YOUR TASK.
From the first line of the records below, transcribe each line exactly up to and including the one with "thumb tip: (395, 56)"; pictures stay out.
+++++
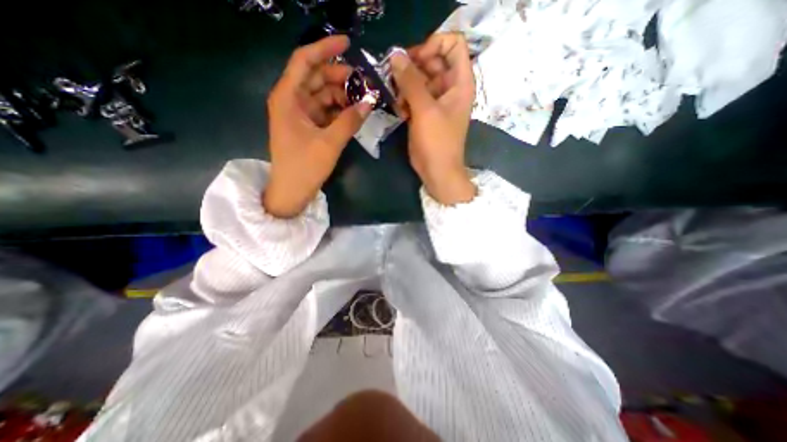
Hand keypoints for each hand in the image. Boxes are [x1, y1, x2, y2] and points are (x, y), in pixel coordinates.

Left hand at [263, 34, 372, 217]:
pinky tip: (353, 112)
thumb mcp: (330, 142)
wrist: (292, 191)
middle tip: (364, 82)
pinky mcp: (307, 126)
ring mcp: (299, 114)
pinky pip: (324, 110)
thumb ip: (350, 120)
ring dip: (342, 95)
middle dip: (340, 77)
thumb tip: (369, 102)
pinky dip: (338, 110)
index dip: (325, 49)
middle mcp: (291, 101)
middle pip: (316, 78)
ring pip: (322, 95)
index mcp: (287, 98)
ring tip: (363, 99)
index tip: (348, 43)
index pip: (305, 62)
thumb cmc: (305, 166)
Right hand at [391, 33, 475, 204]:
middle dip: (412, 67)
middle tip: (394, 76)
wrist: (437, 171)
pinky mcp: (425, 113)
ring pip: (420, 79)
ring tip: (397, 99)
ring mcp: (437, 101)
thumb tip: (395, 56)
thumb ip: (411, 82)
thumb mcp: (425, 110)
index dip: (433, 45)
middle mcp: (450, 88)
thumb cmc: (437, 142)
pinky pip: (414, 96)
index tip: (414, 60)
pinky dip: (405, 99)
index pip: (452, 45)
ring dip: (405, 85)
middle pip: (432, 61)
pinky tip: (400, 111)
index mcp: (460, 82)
+++++
SOLUTION TO THIS TASK.
Hand keypoints for each hand in the image. Boxes are [x1, y1, x2, y2] and points are (x, y), in pixel coordinates.

Left hand at [263, 34, 372, 217]:
pinky tip: (353, 112)
thumb mcp: (330, 142)
wrist: (292, 191)
middle tip: (364, 82)
pinky mcp: (307, 126)
ring mcp: (299, 114)
pinky pip: (324, 110)
thumb ip: (350, 120)
ring dip: (342, 95)
middle dip: (340, 77)
thumb tip: (369, 102)
pinky dip: (338, 110)
index dip: (325, 49)
middle mcp: (291, 101)
middle pip: (316, 78)
ring pip: (322, 95)
index mcp: (287, 98)
ring tip: (363, 99)
index tip: (348, 43)
index pip: (305, 62)
thumb cmc: (305, 166)
Right hand at [391, 33, 475, 204]:
middle dip: (412, 67)
middle tip: (394, 76)
wrist: (437, 171)
pinky mcp: (425, 113)
ring pip: (420, 79)
ring tip: (397, 99)
ring mcp: (437, 101)
thumb tip: (395, 56)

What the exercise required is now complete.